I am training a food image classification deep learning model using TensorFlow/Keras, but I am encountering a strange issue where some epochs are skipped, and the training logs show 0 accuracy and 0 loss for those epochs. Here’s what I have observed:
• Some epochs report 0 accuracy and 0 loss, while others seem to train correctly.
• The data generators are set up correctly, and the number of images in the training and validation datasets are as expected.
Environment:
• TensorFlow version: 2.x
• Python version: 3.8
• Dataset: Food-101 (with 101 classes)
What I Have Tried:
1. Verified Data Directory Structure: Ensured that the directory structure is correct and contains the expected number of images.
2. Simplified Model: Used a simpler model to rule out complexity-related issues.
3. Removed Callbacks: Removed all callbacks to check if they were causing the problem.
4. Calculated Steps per Epoch: Ensured that steps_per_epoch and validation_steps are correctly calculated based on the number of samples and batch size.

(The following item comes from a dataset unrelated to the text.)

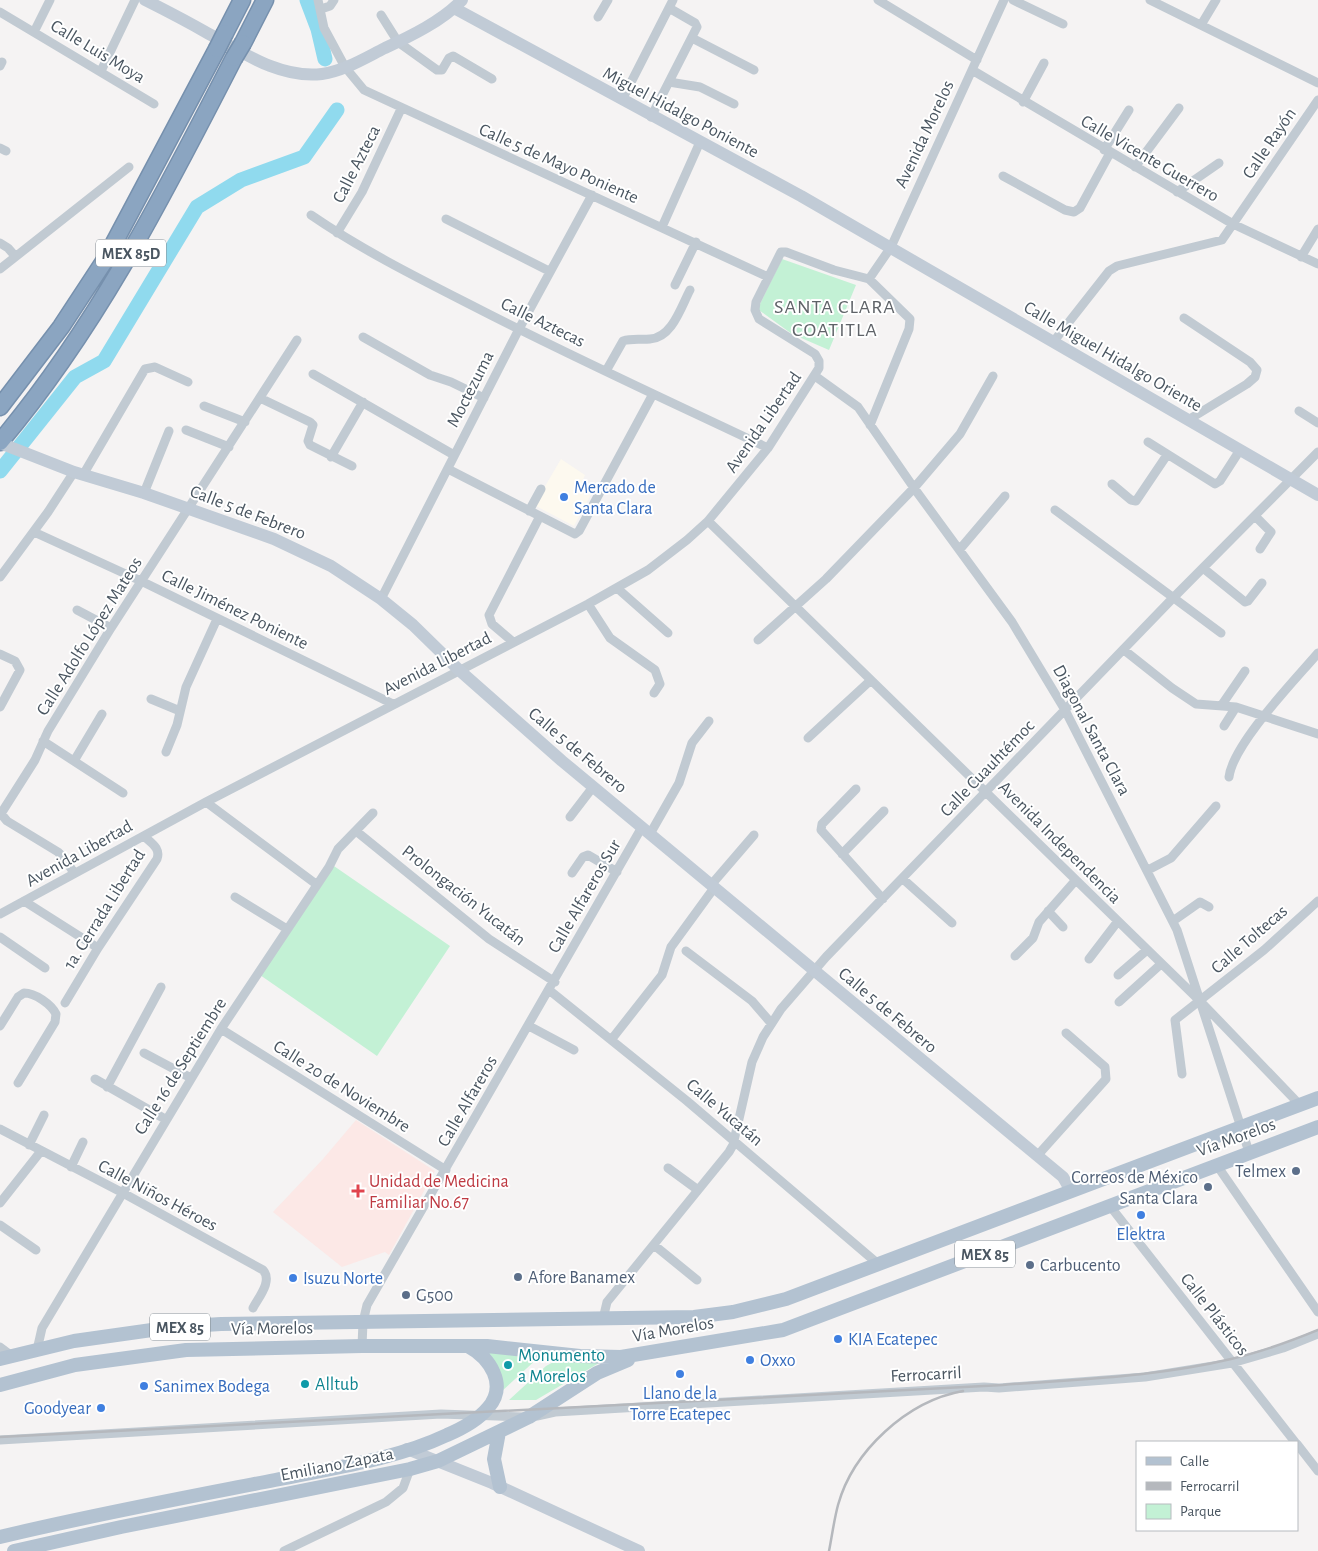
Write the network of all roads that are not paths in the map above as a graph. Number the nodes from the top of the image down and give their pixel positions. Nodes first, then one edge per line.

5. Monitored Batch Processing: Added debugging callbacks to monitor batch processing and ensure consistency.
My code:
# Create ImageDataGenerators for data augmentation
train_datagen = ImageDataGenerator(
rescale=1./255,
rotation_range=30,
width_shift_range=0.2,
height_shift_range=0.2,
shear_range=0.2,
zoom_range=0.2,
horizontal_flip=True,
fill_mode='nearest',
validation_split=0.2
)
# Create training and validation data generators
train_generator = train_datagen.flow_from_directory(
data_dir,
target_size=(150, 150), # Use a smaller target size for faster debugging
batch_size=32,
class_mode='categorical',
subset='training'
)
validation_generator = train_datagen.flow_from_directory(
data_dir,
target_size=(150, 150),
batch_size=32,
class_mode='categorical',
subset='validation'
)
# Verify the number of samples
print(f"Number of training samples: {train_generator.samples}")
print(f"Number of validation samples: {validation_generator.samples}")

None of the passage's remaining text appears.